Instrument the function “func” of program prof.c to gather the node profile, the edge profile and the path profile of the function. Treat the “for” loops in the function “func” as nodes, i.e., you don’t need to go in the for loops to generate paths. The “func” function has a number of arguments. The corresponding main function provides two possible input sets for those arguments. You should do the profiling for both input sets. You need to submit 3 versions for the program, each version measuring one type of profile. Draw the CFG of the “func” function and include it in the report.
This problem should be completed on a machine installed with PAPI. Both PAPI are freely available and can be installed on Linux computers. If you don’t have access to such a machine, you may use cpeg655.ece.udel.edu.
The PAPI Hardware Counter Library: The PAPI library has been installed under the directory /usr. The library binaries are in /usr/lib, and the library header files are in /usr/include.

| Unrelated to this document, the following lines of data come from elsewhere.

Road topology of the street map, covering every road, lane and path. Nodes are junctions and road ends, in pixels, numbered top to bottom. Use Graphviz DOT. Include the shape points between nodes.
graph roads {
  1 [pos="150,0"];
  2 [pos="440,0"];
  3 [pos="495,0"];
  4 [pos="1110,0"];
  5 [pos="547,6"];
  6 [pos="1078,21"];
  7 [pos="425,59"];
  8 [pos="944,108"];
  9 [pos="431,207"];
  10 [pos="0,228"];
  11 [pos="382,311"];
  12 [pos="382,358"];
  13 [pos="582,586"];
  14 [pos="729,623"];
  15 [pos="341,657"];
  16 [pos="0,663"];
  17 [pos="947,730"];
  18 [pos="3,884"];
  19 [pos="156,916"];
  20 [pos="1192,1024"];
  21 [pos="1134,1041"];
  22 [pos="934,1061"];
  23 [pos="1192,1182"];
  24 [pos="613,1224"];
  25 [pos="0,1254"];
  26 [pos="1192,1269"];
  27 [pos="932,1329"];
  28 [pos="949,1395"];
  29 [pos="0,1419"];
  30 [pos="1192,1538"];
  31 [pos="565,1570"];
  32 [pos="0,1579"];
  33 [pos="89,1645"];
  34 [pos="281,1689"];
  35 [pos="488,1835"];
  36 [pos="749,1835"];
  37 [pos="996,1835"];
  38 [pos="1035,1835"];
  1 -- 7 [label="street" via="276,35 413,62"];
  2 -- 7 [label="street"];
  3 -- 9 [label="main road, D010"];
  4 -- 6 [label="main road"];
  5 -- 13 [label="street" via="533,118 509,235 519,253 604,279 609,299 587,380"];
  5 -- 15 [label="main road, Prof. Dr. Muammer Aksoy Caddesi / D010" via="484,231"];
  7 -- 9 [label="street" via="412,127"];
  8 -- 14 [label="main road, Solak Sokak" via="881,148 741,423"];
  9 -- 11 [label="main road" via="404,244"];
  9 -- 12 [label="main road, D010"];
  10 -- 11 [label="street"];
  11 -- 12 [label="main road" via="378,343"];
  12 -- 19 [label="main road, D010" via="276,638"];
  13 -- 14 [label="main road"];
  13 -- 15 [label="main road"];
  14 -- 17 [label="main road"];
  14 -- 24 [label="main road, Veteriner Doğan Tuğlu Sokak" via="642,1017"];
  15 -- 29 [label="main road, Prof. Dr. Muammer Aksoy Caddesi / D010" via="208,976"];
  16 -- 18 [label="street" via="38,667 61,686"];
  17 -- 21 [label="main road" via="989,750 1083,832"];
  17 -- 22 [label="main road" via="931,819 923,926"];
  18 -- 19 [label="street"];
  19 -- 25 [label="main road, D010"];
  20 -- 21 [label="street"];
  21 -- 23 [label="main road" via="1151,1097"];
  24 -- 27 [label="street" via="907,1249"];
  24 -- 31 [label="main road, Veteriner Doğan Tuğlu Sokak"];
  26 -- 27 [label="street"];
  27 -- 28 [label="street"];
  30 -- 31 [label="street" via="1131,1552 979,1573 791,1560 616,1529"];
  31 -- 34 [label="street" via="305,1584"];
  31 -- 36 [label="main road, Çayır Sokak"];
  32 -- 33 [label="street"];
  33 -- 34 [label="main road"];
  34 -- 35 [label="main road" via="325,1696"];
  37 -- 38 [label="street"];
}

When you need to compile your program with PAPI, you can use the command line:
gcc -I/ usr/include your_program_file -L/usr/lib -lpapi“.
In this problem you are required to using PAPI hardware counter library to measure the memory hierarchy performance of all the paths in the function “func”. In other words, you should report the L1, L2 and TLB cache misses for each path in the function “func”. You don’t need to measure or report the counters for other parts of the program. Furthermore, you should optimize/de-optimize the two programs for memory hierarchy and again use PAPI to verify their memory hierarchy performance.
(1) Use the PAPI library to measure the L1 cache miss, the L2 cache miss and the TLB miss of the function “func” of the two programs. The “main” function of the two programs has already set up the initialization of the PAPI library. You only need to provide the event names in the line that is labeled with “Please add your event here.” Submit your code and measurements in your report. You should measure for both input sets.
(2) Transform the func function so that for one input set of your choice, the most frequently executed path in the “func” function can achieve minimum and maximum of L2 cache miss. The “func” is basically a sequence of memory accesses. You can change the order of the memory accesses, but you cannot add or remove memory accesses to the sequence. You may also change the data struct declaration for the transformation. Note that you are required to only work on the most frequently executed path, implying that you may sacrifice other paths to achieve the goal. The most important grading criteria is WHY you do what your do. Submit your code and measurements, together with your explanation of the transformations, i.e., why they work. (Hint: Optimize/de-optimize by avoiding/creating cache conflicts.)